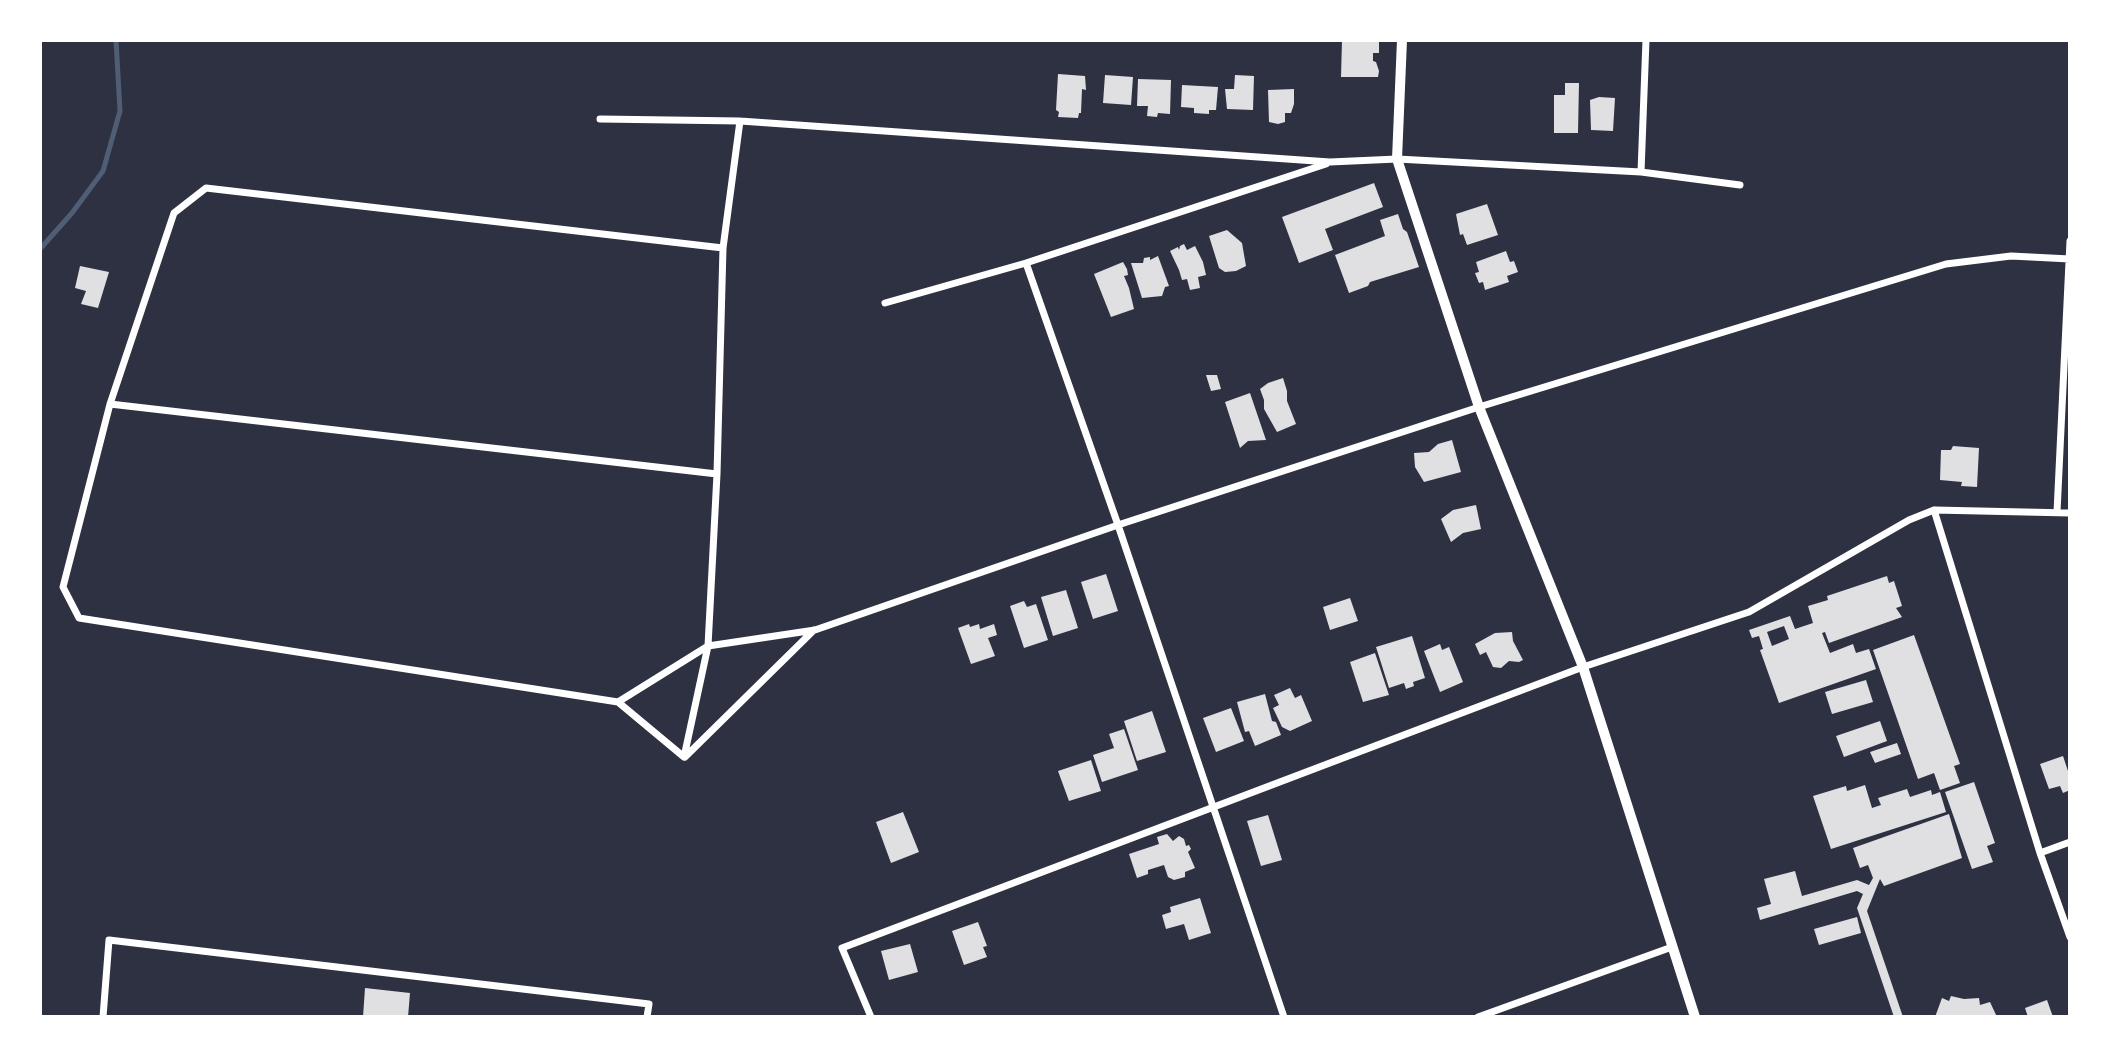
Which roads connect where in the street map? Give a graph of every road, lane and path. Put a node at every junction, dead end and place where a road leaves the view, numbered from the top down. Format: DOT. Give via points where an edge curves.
graph roads {
  1 [pos="1402,40"];
  2 [pos="1646,40"];
  3 [pos="600,120"];
  4 [pos="740,121"];
  5 [pos="1397,159"];
  6 [pos="1330,162"];
  7 [pos="1641,172"];
  8 [pos="1740,185"];
  9 [pos="2070,241"];
  10 [pos="723,248"];
  11 [pos="2069,259"];
  12 [pos="1026,263"];
  13 [pos="885,303"];
  14 [pos="110,404"];
  15 [pos="1479,407"];
  16 [pos="717,474"];
  17 [pos="1934,510"];
  18 [pos="2057,512"];
  19 [pos="2070,513"];
  20 [pos="1118,526"];
  21 [pos="814,630"];
  22 [pos="708,646"];
  23 [pos="1584,667"];
  24 [pos="618,702"];
  25 [pos="684,757"];
  26 [pos="1212,807"];
  27 [pos="2070,842"];
  28 [pos="2040,853"];
  29 [pos="2070,937"];
  30 [pos="1672,947"];
  31 [pos="103,1017"];
  32 [pos="647,1017"];
  33 [pos="871,1017"];
  34 [pos="1284,1017"];
  35 [pos="1478,1017"];
  36 [pos="1695,1017"];
  1 -- 5 [label="street"];
  2 -- 7 [label="street"];
  3 -- 4 [label="street"];
  4 -- 6 [label="street"];
  4 -- 10 [label="street"];
  5 -- 6 [label="street"];
  5 -- 7 [label="street"];
  5 -- 15 [label="street"];
  6 -- 12 [label="street"];
  7 -- 8 [label="street"];
  9 -- 11 [label="street"];
  10 -- 14 [label="street" via="206,188 174,213"];
  10 -- 16 [label="street"];
  11 -- 15 [label="street" via="2011,257 1946,264"];
  11 -- 18 [label="street"];
  12 -- 13 [label="street"];
  12 -- 20 [label="street"];
  14 -- 16 [label="street"];
  14 -- 24 [label="street" via="63,587 79,618"];
  15 -- 20 [label="street"];
  15 -- 23 [label="street"];
  16 -- 22 [label="street"];
  17 -- 18 [label="street"];
  17 -- 23 [label="street" via="1749,612"];
  17 -- 28 [label="street"];
  18 -- 19 [label="street"];
  20 -- 21 [label="street"];
  20 -- 26 [label="street"];
  21 -- 22 [label="street"];
  21 -- 25 [label="street"];
  22 -- 24 [label="street"];
  22 -- 25 [label="street"];
  23 -- 26 [label="street"];
  23 -- 30 [label="street"];
  24 -- 25 [label="street"];
  26 -- 33 [label="street" via="842,948"];
  26 -- 34 [label="street"];
  27 -- 28 [label="street"];
  28 -- 29 [label="street"];
  30 -- 35 [label="street"];
  30 -- 36 [label="street"];
  31 -- 32 [label="street" via="109,940 649,1004"];
}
━━━━━━━━━━━━━━━━
__Exercise prompt__
Each line above that contains the string "roads" should be identified and copied.

__Output below__
Which roads connect where in the street map? Give a graph of every road, lane and path. Put a node at every junction, dead end and place where a road leaves the view, numbered from the top down. Format: DOT. Give via points where an edge curves.
graph roads {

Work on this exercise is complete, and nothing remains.